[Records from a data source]
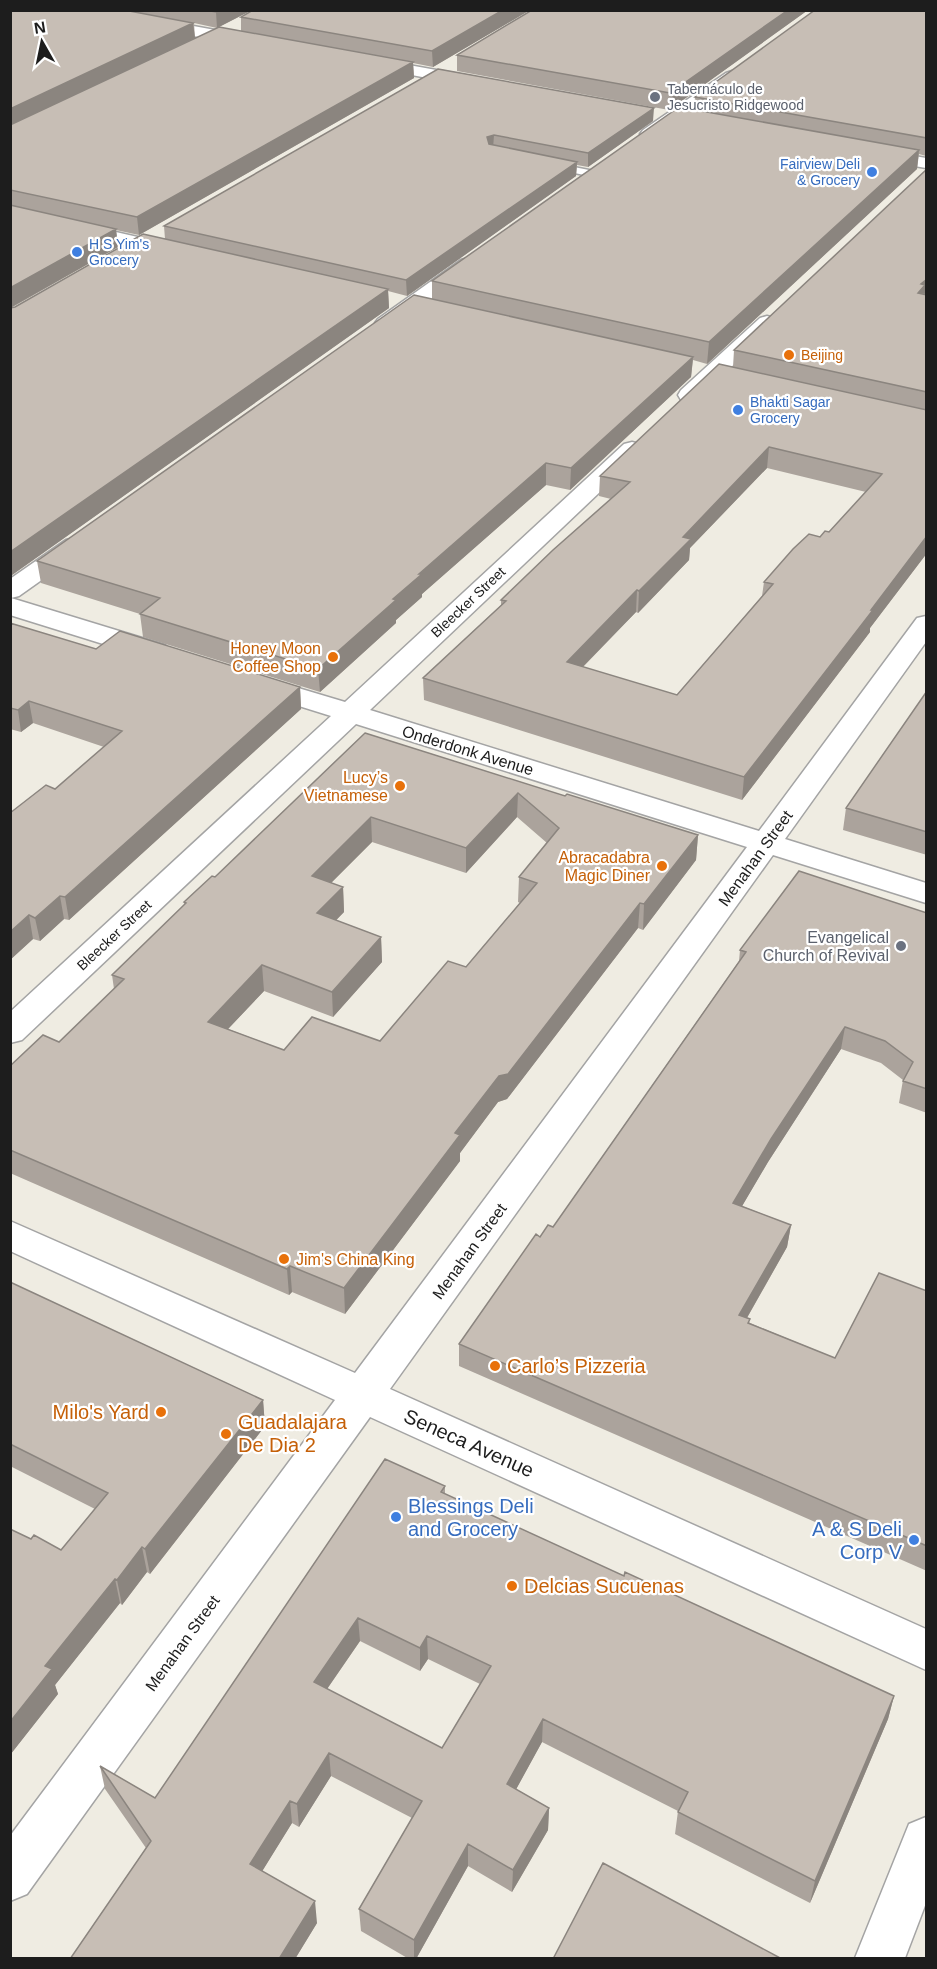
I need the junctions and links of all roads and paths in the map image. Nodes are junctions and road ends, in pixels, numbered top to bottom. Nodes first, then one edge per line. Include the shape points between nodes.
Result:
1 (78, 10) edge
2 (239, 26) edge
3 (218, 36) junction
4 (264, 44) edge
5 (196, 47) edge
6 (462, 60) edge
7 (356, 61) edge
8 (749, 64) edge
9 (435, 75) junction
10 (487, 84) edge
11 (414, 87) edge
12 (651, 113) edge
13 (683, 119) junction
14 (631, 147) edge
15 (857, 150) edge
16 (612, 160) edge
17 (537, 162) edge
18 (927, 163) edge
19 (594, 174) junction
20 (575, 187) edge
21 (10, 214) edge
22 (164, 232) edge
23 (142, 244) junction
24 (482, 254) edge
25 (188, 255) edge
26 (116, 259) edge
27 (383, 299) edge
28 (410, 305) junction
29 (781, 309) edge
30 (433, 310) edge
31 (367, 336) edge
32 (685, 367) edge
33 (724, 376) junction
34 (674, 409) edge
35 (648, 433) edge
36 (88, 535) edge
37 (10, 591) edge
38 (10, 606) edge
39 (927, 624) edge
40 (179, 659) edge
41 (236, 677) edge
42 (351, 713) junction
43 (767, 843) junction
44 (927, 893) edge
45 (10, 1032) edge
46 (10, 1235) edge
47 (363, 1395) junction
48 (927, 1650) edge
49 (927, 1841) edge
50 (10, 1878) edge
51 (880, 1959) edge

1 - 3 street
2 - 3 street
3 - 4 street
3 - 5 street
6 - 9 street
7 - 9 street
8 - 13 street
9 - 10 street
9 - 11 street
12 - 13 street
13 - 14 street
15 - 18 street
16 - 19 street
17 - 19 lane
19 - 20 street
21 - 23 street
22 - 23 street
23 - 25 street
23 - 26 street
24 - 28 street
27 - 28 street
28 - 30 street
28 - 31 street
29 - 33 street
32 - 33 street
33 - 34 street
35 - 42 street, Bleecker Street
36 - 37 street
38 - 40 street
39 - 43 street, Menahan Street
41 - 42 street, Onderdonk Avenue
42 - 43 street, Onderdonk Avenue
42 - 45 street, Bleecker Street
43 - 44 street, Onderdonk Avenue
43 - 47 street, Menahan Street
46 - 47 street, Seneca Avenue
47 - 48 street, Seneca Avenue
47 - 50 street, Menahan Street
49 - 51 street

**Problem to work on**
Without the pictures, return the records above exactly as written.

**Result of this exercise**
I need the junctions and links of all roads and paths in the map image. Nodes are junctions and road ends, in pixels, numbered top to bottom. Nodes first, then one edge per line. Include the shape points between nodes.
Result:
1 (78, 10) edge
2 (239, 26) edge
3 (218, 36) junction
4 (264, 44) edge
5 (196, 47) edge
6 (462, 60) edge
7 (356, 61) edge
8 (749, 64) edge
9 (435, 75) junction
10 (487, 84) edge
11 (414, 87) edge
12 (651, 113) edge
13 (683, 119) junction
14 (631, 147) edge
15 (857, 150) edge
16 (612, 160) edge
17 (537, 162) edge
18 (927, 163) edge
19 (594, 174) junction
20 (575, 187) edge
21 (10, 214) edge
22 (164, 232) edge
23 (142, 244) junction
24 (482, 254) edge
25 (188, 255) edge
26 (116, 259) edge
27 (383, 299) edge
28 (410, 305) junction
29 (781, 309) edge
30 (433, 310) edge
31 (367, 336) edge
32 (685, 367) edge
33 (724, 376) junction
34 (674, 409) edge
35 (648, 433) edge
36 (88, 535) edge
37 (10, 591) edge
38 (10, 606) edge
39 (927, 624) edge
40 (179, 659) edge
41 (236, 677) edge
42 (351, 713) junction
43 (767, 843) junction
44 (927, 893) edge
45 (10, 1032) edge
46 (10, 1235) edge
47 (363, 1395) junction
48 (927, 1650) edge
49 (927, 1841) edge
50 (10, 1878) edge
51 (880, 1959) edge

1 - 3 street
2 - 3 street
3 - 4 street
3 - 5 street
6 - 9 street
7 - 9 street
8 - 13 street
9 - 10 street
9 - 11 street
12 - 13 street
13 - 14 street
15 - 18 street
16 - 19 street
17 - 19 lane
19 - 20 street
21 - 23 street
22 - 23 street
23 - 25 street
23 - 26 street
24 - 28 street
27 - 28 street
28 - 30 street
28 - 31 street
29 - 33 street
32 - 33 street
33 - 34 street
35 - 42 street, Bleecker Street
36 - 37 street
38 - 40 street
39 - 43 street, Menahan Street
41 - 42 street, Onderdonk Avenue
42 - 43 street, Onderdonk Avenue
42 - 45 street, Bleecker Street
43 - 44 street, Onderdonk Avenue
43 - 47 street, Menahan Street
46 - 47 street, Seneca Avenue
47 - 48 street, Seneca Avenue
47 - 50 street, Menahan Street
49 - 51 street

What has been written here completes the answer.